In the report the authority says the combined impact of the nuclear pathway “could therefore exceed 2 billion tonnes of additional cumulative emissions” by 2050 when compared with the government pathway.
The comparison is complicated by the way AEMO offers different scenarios to forecast energy use. The “step change” outlook assumes a faster shift to renewable energy and a greater use of electricity by 2050, while the “progressive change” scenario forecasts less demand for electricity but higher emissions because industry and households keep using fossil fuels.
The new findings conclude that emissions are greater under the Coalition nuclear policy when using the “progressive change” scenario, as well as under the faster shift to renewables.
The authority found the “progressive change” would add 893 million tonnes of emissions from this year to 2050 in the electricity grid alone, but that the “progressive change plus nuclear” policy from the Coalition would increase this to 1.7 billion tonnes.

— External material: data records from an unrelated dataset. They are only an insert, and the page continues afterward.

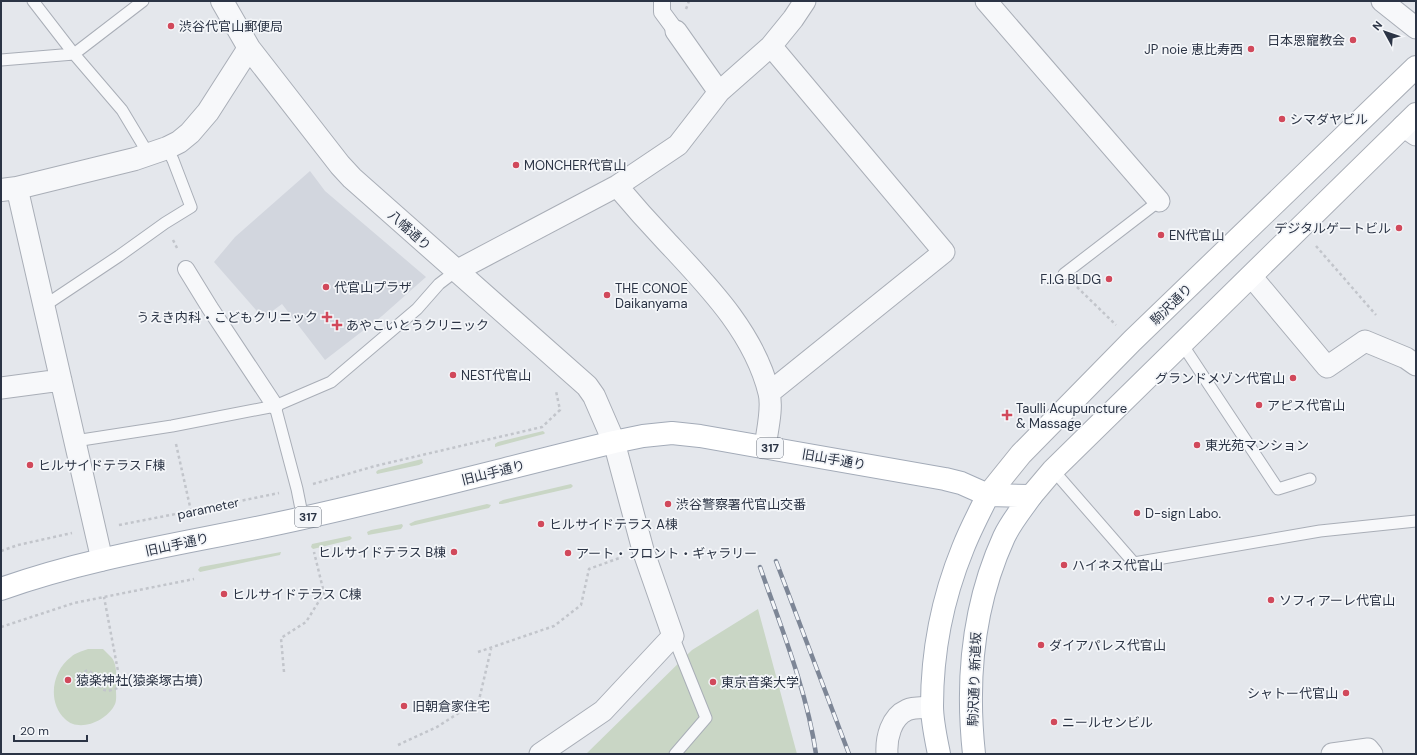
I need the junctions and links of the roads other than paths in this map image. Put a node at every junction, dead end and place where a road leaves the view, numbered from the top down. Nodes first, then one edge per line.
1 (33, 1) edge
2 (143, 1) edge
3 (662, 1) edge
4 (804, 1) edge
5 (986, 1) edge
6 (1382, 1) edge
7 (230, 5) edge
8 (1416, 28) edge
9 (676, 31) joint
10 (771, 46) junction
11 (249, 48) junction
12 (74, 54) junction
13 (1, 60) edge
14 (1416, 67) edge
15 (719, 92) junction
16 (1412, 125) edge
17 (158, 152) junction
18 (617, 186) junction
19 (9, 189) edge
20 (1159, 201) joint
21 (186, 269) road end
22 (456, 271) junction
23 (1064, 274) road end
24 (1251, 276) junction
25 (44, 306) junction
26 (1182, 344) junction
27 (1416, 365) edge
28 (61, 380) junction
29 (1, 388) edge
30 (769, 393) junction
31 (275, 406) junction
32 (75, 442) junction
33 (614, 442) junction
34 (765, 447) junction
35 (1053, 470) junction
36 (1310, 479) dead end
37 (988, 496) junction
38 (1031, 496) junction
39 (303, 519) junction
40 (1416, 521) edge
41 (1005, 536) junction
42 (102, 560) junction
43 (1, 589) edge
44 (673, 636) junction
45 (932, 707) junction
46 (540, 754) edge
47 (675, 754) edge
48 (887, 754) edge
49 (939, 754) edge
50 (974, 754) edge
51 (1332, 754) edge
52 (1372, 754) edge

1 - 12 lane
2 - 12 lane
3 - 9 street
4 - 10 street
5 - 20 street
6 - 8 street
7 - 11 street, 八幡通り
9 - 15 street
10 - 15 street
10 - 30 street
11 - 17 street
11 - 22 street, 八幡通り
12 - 13 lane
12 - 17 lane
14 - 37 main road, 駒沢通り
15 - 18 street
16 - 24 main road
17 - 19 street
17 - 25 lane
18 - 22 street
18 - 30 street
19 - 25 street
20 - 23 lane
21 - 31 street
22 - 31 lane
22 - 33 street, 八幡通り
24 - 26 main road
24 - 27 street
25 - 28 street
26 - 35 main road
26 - 36 lane
28 - 29 street
28 - 32 street
30 - 34 street
31 - 32 lane
31 - 39 lane
32 - 42 street
33 - 34 main road, 旧山手通り / 317
33 - 39 main road, 旧山手通り / 317
33 - 44 street
34 - 37 main road, 旧山手通り / 317
35 - 38 main road
35 - 40 lane
37 - 38 main road, 旧山手通り / 317
37 - 41 main road
37 - 45 main road, 駒沢通り
38 - 41 main road
39 - 42 main road, 旧山手通り / 317
41 - 50 main road, 駒沢通り 新道坂
42 - 43 main road, 旧山手通り / 317
44 - 46 street
44 - 47 lane
45 - 48 street
45 - 49 main road
51 - 52 street

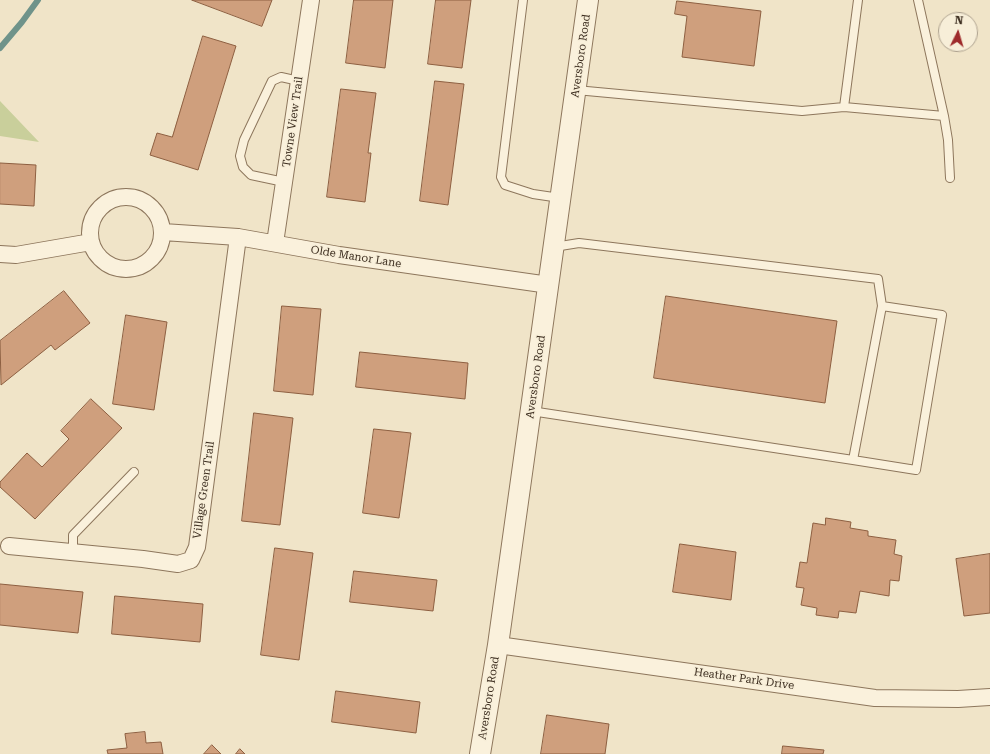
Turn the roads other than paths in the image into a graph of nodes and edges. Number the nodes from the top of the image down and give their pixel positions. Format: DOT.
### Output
graph roads {
  1 [pos="311,0"];
  2 [pos="523,0"];
  3 [pos="588,0"];
  4 [pos="858,0"];
  5 [pos="918,0"];
  6 [pos="299,81"];
  7 [pos="576,90"];
  8 [pos="844,107"];
  9 [pos="944,116"];
  10 [pos="950,178"];
  11 [pos="284,182"];
  12 [pos="561,198"];
  13 [pos="163,232"];
  14 [pos="238,238"];
  15 [pos="91,242"];
  16 [pos="275,243"];
  17 [pos="554,247"];
  18 [pos="0,254"];
  19 [pos="549,285"];
  20 [pos="882,306"];
  21 [pos="531,411"];
  22 [pos="853,460"];
  23 [pos="134,472"];
  24 [pos="9,546"];
  25 [pos="73,553"];
  26 [pos="498,645"];
  27 [pos="990,697"];
  28 [pos="480,754"];
  1 -- 6 [label="street, Towne View Trail"];
  2 -- 12 [label="lane"];
  3 -- 7 [label="street, Aversboro Road"];
  4 -- 8 [label="lane"];
  5 -- 9 [label="lane"];
  6 -- 11 [label="street, Towne View Trail"];
  6 -- 11 [label="lane"];
  7 -- 8 [label="lane"];
  7 -- 12 [label="street, Aversboro Road"];
  8 -- 9 [label="lane"];
  9 -- 10 [label="lane"];
  11 -- 16 [label="street, Towne View Trail"];
  12 -- 17 [label="street, Aversboro Road"];
  13 -- 14 [label="street, Olde Manor Lane"];
  13 -- 15 [label="street"];
  13 -- 15 [label="street"];
  14 -- 16 [label="street, Olde Manor Lane"];
  14 -- 25 [label="street, Village Green Trail"];
  15 -- 18 [label="street"];
  16 -- 19 [label="street, Olde Manor Lane"];
  17 -- 19 [label="street, Aversboro Road"];
  17 -- 20 [label="lane"];
  19 -- 21 [label="street, Aversboro Road"];
  20 -- 22 [label="lane"];
  20 -- 22 [label="lane"];
  21 -- 22 [label="lane"];
  21 -- 26 [label="street, Aversboro Road"];
  23 -- 25 [label="lane"];
  24 -- 25 [label="street, Village Green Trail"];
  26 -- 27 [label="street, Heather Park Drive"];
  26 -- 28 [label="street, Aversboro Road"];
}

This means the Coalition nuclear plan would produce an additional 769 million tonnes over 25 years, using a like-for-like comparison.
Dutton has rejected claims about higher costs for the nuclear plan by pointing to a key finding from Frontier Economics about the 44 per cent lower spending needed, over several decades, to build nuclear power stations.
“They are the most pre-eminent economic models in the country when it comes to energy policy, and they’ve done the work for the federal government as well,” Dutton said. “The good news is that our model comes back 44 per cent cheaper than the model of renewables-only that the prime minister advocates.”
Opposition Leader Peter Dutton.Credit: Alex Ellinghausen
Labor does not have a “renewables only” policy. It expects gas-fired power stations to provide back-up electricity to support wind, solar and batteries. The federal government is funding a gas power plant at Kurri Kurri in the Hunter region of NSW.
In a key assumption, the Frontier document expects energy demand to be 40 per cent lower in 2050 than the Australian Energy Market Operator expects.
The new assessment suggests the emissions are greater under the nuclear plan over the next 25 years under both AEMO scenarios, but the surge is roughly 1 billion tonnes when comparing the government’s “step change” scenario with the Coalition alternative pathway for a “progressive change plus nuclear” scenario.
Coalition energy spokesman Ted O’Brien has pledged lower electricity prices despite the criticism of assumptions in the nuclear plan.
“I can certainly make a commitment that power prices under the Coalition will always be cheaper than they are under Labor,” he said this month.
“Indeed, our economic modelling shows that the cost of the energy system is going to be far cheaper under a Coalition than it is under Labor.”